Transcription factor GATA3 expression is induced by GLS2 overexpression in a glioblastoma cell line but is GLS2-independent in patient-derived glioblastoma.

Phosphate-activated glutaminase (GA), a ubiquitous glutamine-metabolizing enzyme, is encoded by two genes, GLS and GLS2. In mammalian cancers, GLS isoforms are perceived as molecules promoting cell proliferation and invasion, whereas the role of GLS2 isoforms seems to be more complex and cell type-specific. Previous studies have shown abundance of GLS and lack of GLS2 transcripts in T98G human glioblastoma (GBM) cell line and patient-derived GBM. Transfection with GAB sequence, the whole GLS2 cDNA transcript, suppressed malignant phenotype of T98G cells.
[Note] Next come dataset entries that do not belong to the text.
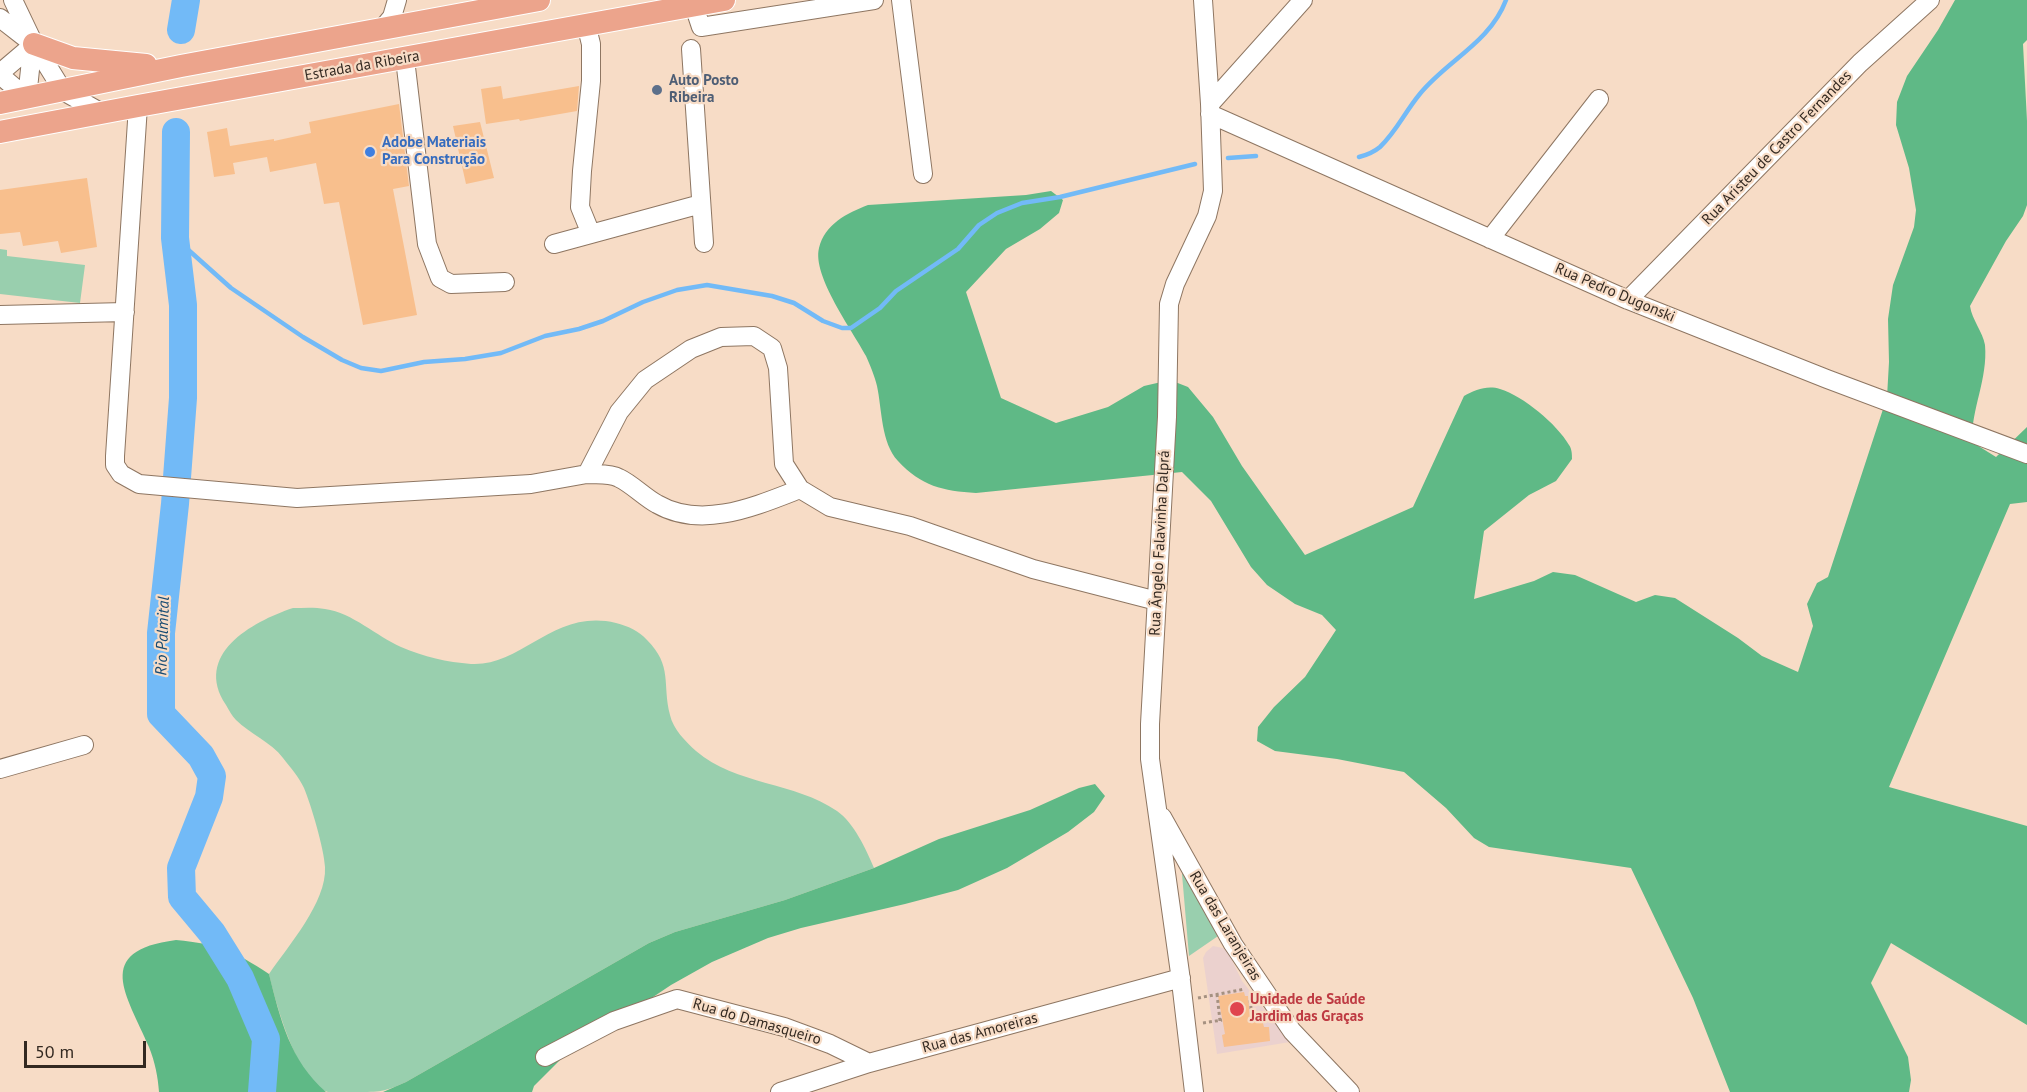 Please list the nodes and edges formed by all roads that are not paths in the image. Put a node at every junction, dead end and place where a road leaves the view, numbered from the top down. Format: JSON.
{"nodes":[{"id":1,"x":13,"y":0,"type":"edge"},
{"id":2,"x":21,"y":0,"type":"edge"},
{"id":3,"x":398,"y":0,"type":"edge"},
{"id":4,"x":539,"y":0,"type":"edge"},
{"id":5,"x":724,"y":0,"type":"edge"},
{"id":6,"x":874,"y":0,"type":"edge"},
{"id":7,"x":901,"y":0,"type":"edge"},
{"id":8,"x":1203,"y":0,"type":"edge"},
{"id":9,"x":1303,"y":0,"type":"edge"},
{"id":10,"x":1930,"y":0,"type":"edge"},
{"id":11,"x":694,"y":6,"type":"junction"},
{"id":12,"x":0,"y":18,"type":"edge"},
{"id":13,"x":586,"y":24,"type":"junction"},
{"id":14,"x":382,"y":29,"type":"junction"},
{"id":15,"x":34,"y":44,"type":"junction"},
{"id":16,"x":691,"y":49,"type":"dead end"},
{"id":17,"x":405,"y":59,"type":"junction"},
{"id":18,"x":181,"y":66,"type":"junction"},
{"id":19,"x":0,"y":74,"type":"edge"},
{"id":20,"x":63,"y":91,"type":"junction"},
{"id":21,"x":27,"y":98,"type":"junction"},
{"id":22,"x":1599,"y":99,"type":"dead end"},
{"id":23,"x":0,"y":103,"type":"edge"},
{"id":24,"x":138,"y":106,"type":"junction"},
{"id":25,"x":1210,"y":109,"type":"junction"},
{"id":26,"x":102,"y":113,"type":"junction"},
{"id":27,"x":11,"y":130,"type":"edge"},
{"id":28,"x":923,"y":174,"type":"dead end"},
{"id":29,"x":701,"y":204,"type":"junction"},
{"id":30,"x":591,"y":234,"type":"junction"},
{"id":31,"x":1490,"y":239,"type":"junction"},
{"id":32,"x":704,"y":243,"type":"dead end"},
{"id":33,"x":554,"y":244,"type":"dead end"},
{"id":34,"x":505,"y":282,"type":"dead end"},
{"id":35,"x":1629,"y":300,"type":"junction"},
{"id":36,"x":125,"y":312,"type":"junction"},
{"id":37,"x":0,"y":315,"type":"edge"},
{"id":38,"x":2027,"y":454,"type":"edge"},
{"id":39,"x":587,"y":474,"type":"junction"},
{"id":40,"x":800,"y":489,"type":"junction"},
{"id":41,"x":1157,"y":601,"type":"junction"},
{"id":42,"x":84,"y":745,"type":"dead end"},
{"id":43,"x":0,"y":770,"type":"edge"},
{"id":44,"x":1157,"y":807,"type":"junction"},
{"id":45,"x":1180,"y":978,"type":"junction"},
{"id":46,"x":545,"y":1058,"type":"dead end"},
{"id":47,"x":869,"y":1063,"type":"junction"},
{"id":48,"x":780,"y":1092,"type":"edge"},
{"id":49,"x":1194,"y":1092,"type":"edge"},
{"id":50,"x":1350,"y":1092,"type":"edge"}],
"edges":[{"from":1,"to":15,"type":"street"},
{"from":2,"to":15,"type":"street"},
{"from":3,"to":14,"type":"street"},
{"from":4,"to":14,"type":"main road"},
{"from":5,"to":11,"type":"main road","name":"Estrada da Ribeira"},
{"from":6,"to":11,"type":"street"},
{"from":7,"to":28,"type":"street"},
{"from":8,"to":25,"type":"street","name":"Rua Ângelo Falavinha Dalprá"},
{"from":9,"to":25,"type":"street"},
{"from":10,"to":35,"type":"street","name":"Rua Aristeu de Castro Fernandes"},
{"from":11,"to":13,"type":"main road","name":"Estrada da Ribeira"},
{"from":12,"to":15,"type":"street"},
{"from":13,"to":17,"type":"main road","name":"Estrada da Ribeira"},
{"from":13,"to":30,"type":"street"},
{"from":14,"to":18,"type":"main road"},
{"from":15,"to":18,"type":"main road"},
{"from":15,"to":19,"type":"street"},
{"from":15,"to":20,"type":"street"},
{"from":15,"to":21,"type":"street"},
{"from":16,"to":29,"type":"street"},
{"from":17,"to":24,"type":"main road","name":"Estrada da Ribeira"},
{"from":17,"to":34,"type":"street"},
{"from":18,"to":20,"type":"main road"},
{"from":19,"to":21,"type":"street"},
{"from":20,"to":21,"type":"main road"},
{"from":20,"to":26,"type":"street"},
{"from":21,"to":23,"type":"main road"},
{"from":21,"to":27,"type":"main road"},
{"from":22,"to":31,"type":"street"},
{"from":24,"to":26,"type":"main road","name":"Estrada da Ribeira"},
{"from":24,"to":36,"type":"street"},
{"from":25,"to":31,"type":"street","name":"Rua Pedro Dugonski"},
{"from":25,"to":41,"type":"street","name":"Rua Ângelo Falavinha Dalprá"},
{"from":26,"to":27,"type":"main road","name":"Estrada da Ribeira"},
{"from":29,"to":30,"type":"street"},
{"from":29,"to":32,"type":"street"},
{"from":30,"to":33,"type":"street"},
{"from":31,"to":35,"type":"street","name":"Rua Pedro Dugonski"},
{"from":35,"to":38,"type":"street","name":"Rua Pedro Dugonski"},
{"from":36,"to":37,"type":"street"},
{"from":36,"to":39,"type":"street"},
{"from":39,"to":40,"type":"street"},
{"from":39,"to":40,"type":"street"},
{"from":40,"to":41,"type":"street"},
{"from":41,"to":44,"type":"street","name":"Rua Ângelo Falavinha Dalprá"},
{"from":42,"to":43,"type":"street"},
{"from":44,"to":45,"type":"street","name":"Rua Ângelo Falavinha Dalprá"},
{"from":44,"to":50,"type":"street","name":"Rua das Laranjeiras"},
{"from":45,"to":47,"type":"street","name":"Rua das Amoreiras"},
{"from":45,"to":49,"type":"street","name":"Rua Ângelo Falavinha Dalprá"},
{"from":46,"to":47,"type":"street","name":"Rua do Damasqueiro"},
{"from":47,"to":48,"type":"street","name":"Rua das Amoreiras"}]}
Microarray analysis revealed upregulation of GATA3, the product of which has been implicated in suppressing growth of some peripheral cancers. In this study we confirmed a significant upregulation of GATA3 expression in the transfected cells both at mRNA and protein level. Considerable expression of GATA3 was also observed in GBM tissues (previously shown as not expressing GLS2), while only traces or no GATA3 was detected in (GLS2-expressing) non-tumorigenic brain samples. In conclusion, while mechanistic relation between GAB and GATA3 expression is evident following in vitro manipulation of GBM cell line, it does not appear to be an intrinsic property of GBM nor non-tumorigenic brain tissue.